Data excerpts:
*** Begin section ***

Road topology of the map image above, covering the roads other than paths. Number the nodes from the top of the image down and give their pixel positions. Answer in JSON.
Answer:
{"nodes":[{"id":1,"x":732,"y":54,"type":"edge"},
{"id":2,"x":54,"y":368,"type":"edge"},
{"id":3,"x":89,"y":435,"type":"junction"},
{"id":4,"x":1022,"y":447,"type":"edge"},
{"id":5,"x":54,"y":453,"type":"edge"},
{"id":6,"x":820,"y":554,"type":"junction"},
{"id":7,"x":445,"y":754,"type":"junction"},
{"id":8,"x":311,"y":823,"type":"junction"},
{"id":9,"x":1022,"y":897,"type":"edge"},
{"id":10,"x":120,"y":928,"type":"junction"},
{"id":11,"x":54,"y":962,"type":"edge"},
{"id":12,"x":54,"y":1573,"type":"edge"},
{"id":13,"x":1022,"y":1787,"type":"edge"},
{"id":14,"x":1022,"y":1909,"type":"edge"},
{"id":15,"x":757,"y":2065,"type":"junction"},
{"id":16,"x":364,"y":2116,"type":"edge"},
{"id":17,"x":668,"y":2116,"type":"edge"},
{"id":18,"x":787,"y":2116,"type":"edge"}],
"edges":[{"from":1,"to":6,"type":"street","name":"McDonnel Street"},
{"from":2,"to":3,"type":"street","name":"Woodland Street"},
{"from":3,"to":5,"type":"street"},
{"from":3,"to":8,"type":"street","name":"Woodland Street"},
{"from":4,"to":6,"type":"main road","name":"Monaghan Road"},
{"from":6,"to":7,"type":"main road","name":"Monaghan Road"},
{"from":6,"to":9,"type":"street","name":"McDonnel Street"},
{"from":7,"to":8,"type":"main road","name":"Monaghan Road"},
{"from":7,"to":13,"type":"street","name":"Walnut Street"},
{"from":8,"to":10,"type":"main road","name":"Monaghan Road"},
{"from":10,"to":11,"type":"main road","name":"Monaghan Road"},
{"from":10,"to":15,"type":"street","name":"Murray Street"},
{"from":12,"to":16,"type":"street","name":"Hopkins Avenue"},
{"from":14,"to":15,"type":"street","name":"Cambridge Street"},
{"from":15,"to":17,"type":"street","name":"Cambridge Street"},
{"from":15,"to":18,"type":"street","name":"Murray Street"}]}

*** End section ***

WORK REQUEST:
Copy all of the data exactly. Skip nothing.

RESPONSE AREA:
Road topology of the map image above, covering the roads other than paths. Number the nodes from the top of the image down and give their pixel positions. Answer in JSON.
Answer:
{"nodes":[{"id":1,"x":732,"y":54,"type":"edge"},
{"id":2,"x":54,"y":368,"type":"edge"},
{"id":3,"x":89,"y":435,"type":"junction"},
{"id":4,"x":1022,"y":447,"type":"edge"},
{"id":5,"x":54,"y":453,"type":"edge"},
{"id":6,"x":820,"y":554,"type":"junction"},
{"id":7,"x":445,"y":754,"type":"junction"},
{"id":8,"x":311,"y":823,"type":"junction"},
{"id":9,"x":1022,"y":897,"type":"edge"},
{"id":10,"x":120,"y":928,"type":"junction"},
{"id":11,"x":54,"y":962,"type":"edge"},
{"id":12,"x":54,"y":1573,"type":"edge"},
{"id":13,"x":1022,"y":1787,"type":"edge"},
{"id":14,"x":1022,"y":1909,"type":"edge"},
{"id":15,"x":757,"y":2065,"type":"junction"},
{"id":16,"x":364,"y":2116,"type":"edge"},
{"id":17,"x":668,"y":2116,"type":"edge"},
{"id":18,"x":787,"y":2116,"type":"edge"}],
"edges":[{"from":1,"to":6,"type":"street","name":"McDonnel Street"},
{"from":2,"to":3,"type":"street","name":"Woodland Street"},
{"from":3,"to":5,"type":"street"},
{"from":3,"to":8,"type":"street","name":"Woodland Street"},
{"from":4,"to":6,"type":"main road","name":"Monaghan Road"},
{"from":6,"to":7,"type":"main road","name":"Monaghan Road"},
{"from":6,"to":9,"type":"street","name":"McDonnel Street"},
{"from":7,"to":8,"type":"main road","name":"Monaghan Road"},
{"from":7,"to":13,"type":"street","name":"Walnut Street"},
{"from":8,"to":10,"type":"main road","name":"Monaghan Road"},
{"from":10,"to":11,"type":"main road","name":"Monaghan Road"},
{"from":10,"to":15,"type":"street","name":"Murray Street"},
{"from":12,"to":16,"type":"street","name":"Hopkins Avenue"},
{"from":14,"to":15,"type":"street","name":"Cambridge Street"},
{"from":15,"to":17,"type":"street","name":"Cambridge Street"},
{"from":15,"to":18,"type":"street","name":"Murray Street"}]}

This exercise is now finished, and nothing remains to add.